All that is needed is each line of the entries holding the word "FORGE", copied as it stands.

[[ Recorded information, beginning ]]

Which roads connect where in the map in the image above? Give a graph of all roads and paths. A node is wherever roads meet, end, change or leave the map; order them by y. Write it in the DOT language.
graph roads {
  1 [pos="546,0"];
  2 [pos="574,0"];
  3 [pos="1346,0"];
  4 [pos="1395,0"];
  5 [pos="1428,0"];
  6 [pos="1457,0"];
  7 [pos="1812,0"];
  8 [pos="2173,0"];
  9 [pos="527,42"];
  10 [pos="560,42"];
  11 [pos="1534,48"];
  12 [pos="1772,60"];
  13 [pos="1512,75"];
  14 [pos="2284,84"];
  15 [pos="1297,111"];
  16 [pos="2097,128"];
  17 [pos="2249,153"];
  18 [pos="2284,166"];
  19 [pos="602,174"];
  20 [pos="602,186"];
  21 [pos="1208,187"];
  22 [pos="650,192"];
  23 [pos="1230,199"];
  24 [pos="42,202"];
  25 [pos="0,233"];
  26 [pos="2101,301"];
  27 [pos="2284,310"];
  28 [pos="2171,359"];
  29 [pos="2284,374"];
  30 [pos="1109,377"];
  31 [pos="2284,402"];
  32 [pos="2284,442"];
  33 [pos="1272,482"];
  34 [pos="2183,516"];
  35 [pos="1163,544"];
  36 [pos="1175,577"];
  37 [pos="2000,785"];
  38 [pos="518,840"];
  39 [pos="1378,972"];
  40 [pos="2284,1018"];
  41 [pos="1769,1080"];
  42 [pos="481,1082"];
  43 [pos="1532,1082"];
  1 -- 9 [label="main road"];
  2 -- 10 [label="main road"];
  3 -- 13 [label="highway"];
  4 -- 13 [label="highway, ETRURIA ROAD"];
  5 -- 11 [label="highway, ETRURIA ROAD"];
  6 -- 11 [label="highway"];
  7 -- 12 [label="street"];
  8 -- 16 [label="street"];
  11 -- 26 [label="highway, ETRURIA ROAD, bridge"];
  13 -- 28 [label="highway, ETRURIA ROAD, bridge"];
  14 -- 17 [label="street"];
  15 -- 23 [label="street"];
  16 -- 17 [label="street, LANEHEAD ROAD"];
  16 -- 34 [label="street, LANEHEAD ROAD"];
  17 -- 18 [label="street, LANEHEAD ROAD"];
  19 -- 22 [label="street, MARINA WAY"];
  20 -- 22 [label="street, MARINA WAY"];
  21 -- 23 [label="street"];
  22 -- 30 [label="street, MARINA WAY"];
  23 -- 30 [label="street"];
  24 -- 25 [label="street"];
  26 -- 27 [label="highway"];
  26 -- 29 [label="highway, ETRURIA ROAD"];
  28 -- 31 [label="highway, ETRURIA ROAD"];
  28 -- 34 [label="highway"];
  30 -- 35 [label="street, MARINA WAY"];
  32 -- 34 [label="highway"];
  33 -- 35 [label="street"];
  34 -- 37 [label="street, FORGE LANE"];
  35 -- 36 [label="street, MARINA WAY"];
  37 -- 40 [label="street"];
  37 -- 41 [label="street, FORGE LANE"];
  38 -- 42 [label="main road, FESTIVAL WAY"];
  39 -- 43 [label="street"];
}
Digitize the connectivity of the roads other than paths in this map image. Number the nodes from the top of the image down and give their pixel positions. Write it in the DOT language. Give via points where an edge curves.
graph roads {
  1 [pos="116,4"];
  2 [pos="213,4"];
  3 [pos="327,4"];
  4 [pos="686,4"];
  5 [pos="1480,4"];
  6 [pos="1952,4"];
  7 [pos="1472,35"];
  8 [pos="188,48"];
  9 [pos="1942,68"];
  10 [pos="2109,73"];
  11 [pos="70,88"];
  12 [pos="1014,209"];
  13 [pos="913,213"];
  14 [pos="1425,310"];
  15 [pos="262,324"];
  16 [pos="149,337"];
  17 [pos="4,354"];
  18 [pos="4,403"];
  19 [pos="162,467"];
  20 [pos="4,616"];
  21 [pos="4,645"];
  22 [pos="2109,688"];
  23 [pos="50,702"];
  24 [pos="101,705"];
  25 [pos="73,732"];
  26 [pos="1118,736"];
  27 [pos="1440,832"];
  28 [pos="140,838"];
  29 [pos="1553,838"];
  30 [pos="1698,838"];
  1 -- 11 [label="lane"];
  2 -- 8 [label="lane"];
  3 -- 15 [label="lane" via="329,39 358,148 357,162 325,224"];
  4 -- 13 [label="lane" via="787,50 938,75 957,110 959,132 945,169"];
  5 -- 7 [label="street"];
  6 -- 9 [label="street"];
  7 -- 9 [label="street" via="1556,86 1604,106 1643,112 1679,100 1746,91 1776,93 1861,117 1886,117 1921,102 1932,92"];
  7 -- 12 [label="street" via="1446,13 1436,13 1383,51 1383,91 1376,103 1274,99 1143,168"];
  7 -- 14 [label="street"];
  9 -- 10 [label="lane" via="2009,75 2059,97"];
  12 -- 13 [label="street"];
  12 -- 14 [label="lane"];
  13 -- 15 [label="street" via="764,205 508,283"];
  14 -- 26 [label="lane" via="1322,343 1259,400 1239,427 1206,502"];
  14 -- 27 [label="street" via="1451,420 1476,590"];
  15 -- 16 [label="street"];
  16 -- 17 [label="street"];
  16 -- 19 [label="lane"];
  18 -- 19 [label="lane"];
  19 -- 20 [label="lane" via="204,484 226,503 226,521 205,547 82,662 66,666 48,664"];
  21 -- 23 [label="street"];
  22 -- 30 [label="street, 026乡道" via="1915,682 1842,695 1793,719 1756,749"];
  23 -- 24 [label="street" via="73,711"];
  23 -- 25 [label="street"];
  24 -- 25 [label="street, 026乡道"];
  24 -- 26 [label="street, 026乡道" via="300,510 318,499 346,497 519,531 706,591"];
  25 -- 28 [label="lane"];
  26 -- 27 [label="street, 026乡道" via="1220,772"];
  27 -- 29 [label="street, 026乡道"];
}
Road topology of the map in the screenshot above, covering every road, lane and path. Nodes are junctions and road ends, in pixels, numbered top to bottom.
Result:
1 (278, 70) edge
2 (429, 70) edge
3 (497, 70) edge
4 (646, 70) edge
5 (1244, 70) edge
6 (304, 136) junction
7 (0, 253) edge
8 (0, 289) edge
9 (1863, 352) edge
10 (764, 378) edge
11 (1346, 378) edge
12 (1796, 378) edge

[[ Recorded information, end ]]

◆ Finished exercise:
  34 -- 37 [label="street, FORGE LANE"];
  37 -- 41 [label="street, FORGE LANE"];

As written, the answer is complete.